Task: Return the records that follow unaltered. Omit every picture.

Supplied material:
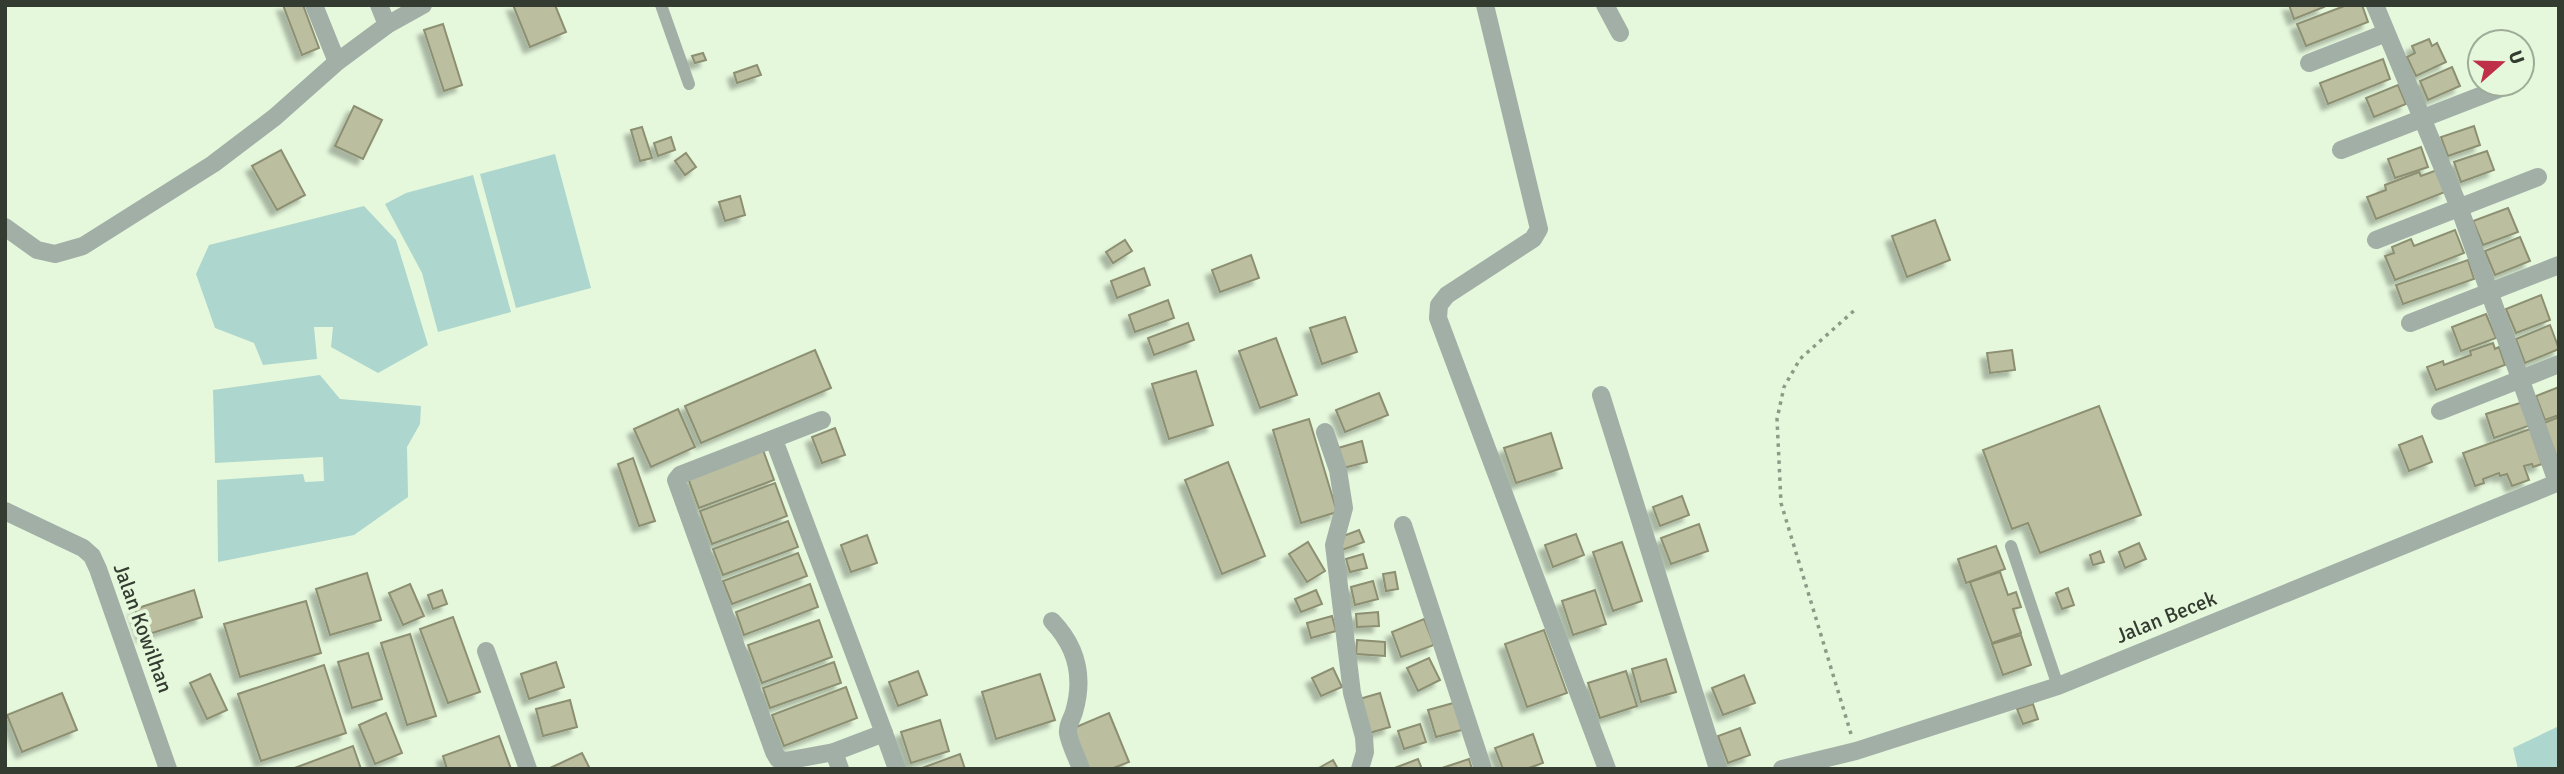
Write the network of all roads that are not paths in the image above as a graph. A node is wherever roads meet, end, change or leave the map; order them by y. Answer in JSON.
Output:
{"nodes":[{"id":1,"x":314,"y":5,"type":"edge"},
{"id":2,"x":379,"y":5,"type":"edge"},
{"id":3,"x":423,"y":5,"type":"edge"},
{"id":4,"x":661,"y":5,"type":"edge"},
{"id":5,"x":1485,"y":5,"type":"edge"},
{"id":6,"x":1605,"y":5,"type":"edge"},
{"id":7,"x":2375,"y":5,"type":"edge"},
{"id":8,"x":387,"y":25,"type":"junction"},
{"id":9,"x":1620,"y":33,"type":"dead end"},
{"id":10,"x":2386,"y":33,"type":"junction"},
{"id":11,"x":337,"y":62,"type":"junction"},
{"id":12,"x":2309,"y":63,"type":"dead end"},
{"id":13,"x":689,"y":84,"type":"dead end"},
{"id":14,"x":2475,"y":98,"type":"edge"},
{"id":15,"x":2422,"y":119,"type":"junction"},
{"id":16,"x":2341,"y":150,"type":"dead end"},
{"id":17,"x":2538,"y":177,"type":"dead end"},
{"id":18,"x":2459,"y":207,"type":"junction"},
{"id":19,"x":5,"y":226,"type":"edge"},
{"id":20,"x":2376,"y":240,"type":"dead end"},
{"id":21,"x":2559,"y":265,"type":"edge"},
{"id":22,"x":2489,"y":292,"type":"junction"},
{"id":23,"x":2410,"y":323,"type":"dead end"},
{"id":24,"x":2559,"y":364,"type":"edge"},
{"id":25,"x":2521,"y":379,"type":"junction"},
{"id":26,"x":1601,"y":394,"type":"dead end"},
{"id":27,"x":2440,"y":411,"type":"dead end"},
{"id":28,"x":822,"y":420,"type":"dead end"},
{"id":29,"x":1325,"y":432,"type":"dead end"},
{"id":30,"x":774,"y":440,"type":"junction"},
{"id":31,"x":2558,"y":482,"type":"edge"},
{"id":32,"x":5,"y":511,"type":"edge"},
{"id":33,"x":1403,"y":525,"type":"dead end"},
{"id":34,"x":2011,"y":546,"type":"dead end"},
{"id":35,"x":1052,"y":621,"type":"dead end"},
{"id":36,"x":486,"y":651,"type":"dead end"},
{"id":37,"x":2059,"y":686,"type":"junction"},
{"id":38,"x":884,"y":733,"type":"junction"},
{"id":39,"x":837,"y":760,"type":"edge"},
{"id":40,"x":168,"y":769,"type":"edge"},
{"id":41,"x":528,"y":769,"type":"edge"},
{"id":42,"x":897,"y":769,"type":"edge"},
{"id":43,"x":1081,"y":769,"type":"edge"},
{"id":44,"x":1360,"y":769,"type":"edge"},
{"id":45,"x":1483,"y":769,"type":"edge"},
{"id":46,"x":1607,"y":769,"type":"edge"},
{"id":47,"x":1718,"y":769,"type":"edge"},
{"id":48,"x":1782,"y":769,"type":"edge"}],
"edges":[{"from":1,"to":11,"type":"street"},
{"from":2,"to":8,"type":"street"},
{"from":3,"to":8,"type":"street"},
{"from":4,"to":13,"type":"lane"},
{"from":5,"to":46,"type":"street"},
{"from":6,"to":9,"type":"street"},
{"from":7,"to":10,"type":"street"},
{"from":8,"to":11,"type":"street"},
{"from":10,"to":12,"type":"street"},
{"from":10,"to":15,"type":"street"},
{"from":11,"to":19,"type":"street"},
{"from":14,"to":15,"type":"street"},
{"from":15,"to":16,"type":"street"},
{"from":15,"to":18,"type":"street"},
{"from":17,"to":18,"type":"street"},
{"from":18,"to":20,"type":"street"},
{"from":18,"to":22,"type":"street"},
{"from":21,"to":22,"type":"street"},
{"from":22,"to":23,"type":"street"},
{"from":22,"to":25,"type":"street"},
{"from":24,"to":25,"type":"street"},
{"from":25,"to":27,"type":"street"},
{"from":25,"to":31,"type":"street"},
{"from":26,"to":47,"type":"street"},
{"from":28,"to":30,"type":"street"},
{"from":29,"to":44,"type":"street"},
{"from":30,"to":38,"type":"street"},
{"from":30,"to":39,"type":"street"},
{"from":31,"to":37,"type":"street","name":"Jalan Becek"},
{"from":32,"to":40,"type":"street","name":"Jalan Kowilhan"},
{"from":33,"to":45,"type":"street"},
{"from":34,"to":37,"type":"lane"},
{"from":35,"to":43,"type":"street"},
{"from":36,"to":41,"type":"street"},
{"from":37,"to":48,"type":"street","name":"Jalan Becek"},
{"from":38,"to":39,"type":"street"},
{"from":38,"to":42,"type":"street"}]}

Expected output:
Write the network of all roads that are not paths in the image above as a graph. A node is wherever roads meet, end, change or leave the map; order them by y. Answer in JSON.
Output:
{"nodes":[{"id":1,"x":314,"y":5,"type":"edge"},
{"id":2,"x":379,"y":5,"type":"edge"},
{"id":3,"x":423,"y":5,"type":"edge"},
{"id":4,"x":661,"y":5,"type":"edge"},
{"id":5,"x":1485,"y":5,"type":"edge"},
{"id":6,"x":1605,"y":5,"type":"edge"},
{"id":7,"x":2375,"y":5,"type":"edge"},
{"id":8,"x":387,"y":25,"type":"junction"},
{"id":9,"x":1620,"y":33,"type":"dead end"},
{"id":10,"x":2386,"y":33,"type":"junction"},
{"id":11,"x":337,"y":62,"type":"junction"},
{"id":12,"x":2309,"y":63,"type":"dead end"},
{"id":13,"x":689,"y":84,"type":"dead end"},
{"id":14,"x":2475,"y":98,"type":"edge"},
{"id":15,"x":2422,"y":119,"type":"junction"},
{"id":16,"x":2341,"y":150,"type":"dead end"},
{"id":17,"x":2538,"y":177,"type":"dead end"},
{"id":18,"x":2459,"y":207,"type":"junction"},
{"id":19,"x":5,"y":226,"type":"edge"},
{"id":20,"x":2376,"y":240,"type":"dead end"},
{"id":21,"x":2559,"y":265,"type":"edge"},
{"id":22,"x":2489,"y":292,"type":"junction"},
{"id":23,"x":2410,"y":323,"type":"dead end"},
{"id":24,"x":2559,"y":364,"type":"edge"},
{"id":25,"x":2521,"y":379,"type":"junction"},
{"id":26,"x":1601,"y":394,"type":"dead end"},
{"id":27,"x":2440,"y":411,"type":"dead end"},
{"id":28,"x":822,"y":420,"type":"dead end"},
{"id":29,"x":1325,"y":432,"type":"dead end"},
{"id":30,"x":774,"y":440,"type":"junction"},
{"id":31,"x":2558,"y":482,"type":"edge"},
{"id":32,"x":5,"y":511,"type":"edge"},
{"id":33,"x":1403,"y":525,"type":"dead end"},
{"id":34,"x":2011,"y":546,"type":"dead end"},
{"id":35,"x":1052,"y":621,"type":"dead end"},
{"id":36,"x":486,"y":651,"type":"dead end"},
{"id":37,"x":2059,"y":686,"type":"junction"},
{"id":38,"x":884,"y":733,"type":"junction"},
{"id":39,"x":837,"y":760,"type":"edge"},
{"id":40,"x":168,"y":769,"type":"edge"},
{"id":41,"x":528,"y":769,"type":"edge"},
{"id":42,"x":897,"y":769,"type":"edge"},
{"id":43,"x":1081,"y":769,"type":"edge"},
{"id":44,"x":1360,"y":769,"type":"edge"},
{"id":45,"x":1483,"y":769,"type":"edge"},
{"id":46,"x":1607,"y":769,"type":"edge"},
{"id":47,"x":1718,"y":769,"type":"edge"},
{"id":48,"x":1782,"y":769,"type":"edge"}],
"edges":[{"from":1,"to":11,"type":"street"},
{"from":2,"to":8,"type":"street"},
{"from":3,"to":8,"type":"street"},
{"from":4,"to":13,"type":"lane"},
{"from":5,"to":46,"type":"street"},
{"from":6,"to":9,"type":"street"},
{"from":7,"to":10,"type":"street"},
{"from":8,"to":11,"type":"street"},
{"from":10,"to":12,"type":"street"},
{"from":10,"to":15,"type":"street"},
{"from":11,"to":19,"type":"street"},
{"from":14,"to":15,"type":"street"},
{"from":15,"to":16,"type":"street"},
{"from":15,"to":18,"type":"street"},
{"from":17,"to":18,"type":"street"},
{"from":18,"to":20,"type":"street"},
{"from":18,"to":22,"type":"street"},
{"from":21,"to":22,"type":"street"},
{"from":22,"to":23,"type":"street"},
{"from":22,"to":25,"type":"street"},
{"from":24,"to":25,"type":"street"},
{"from":25,"to":27,"type":"street"},
{"from":25,"to":31,"type":"street"},
{"from":26,"to":47,"type":"street"},
{"from":28,"to":30,"type":"street"},
{"from":29,"to":44,"type":"street"},
{"from":30,"to":38,"type":"street"},
{"from":30,"to":39,"type":"street"},
{"from":31,"to":37,"type":"street","name":"Jalan Becek"},
{"from":32,"to":40,"type":"street","name":"Jalan Kowilhan"},
{"from":33,"to":45,"type":"street"},
{"from":34,"to":37,"type":"lane"},
{"from":35,"to":43,"type":"street"},
{"from":36,"to":41,"type":"street"},
{"from":37,"to":48,"type":"street","name":"Jalan Becek"},
{"from":38,"to":39,"type":"street"},
{"from":38,"to":42,"type":"street"}]}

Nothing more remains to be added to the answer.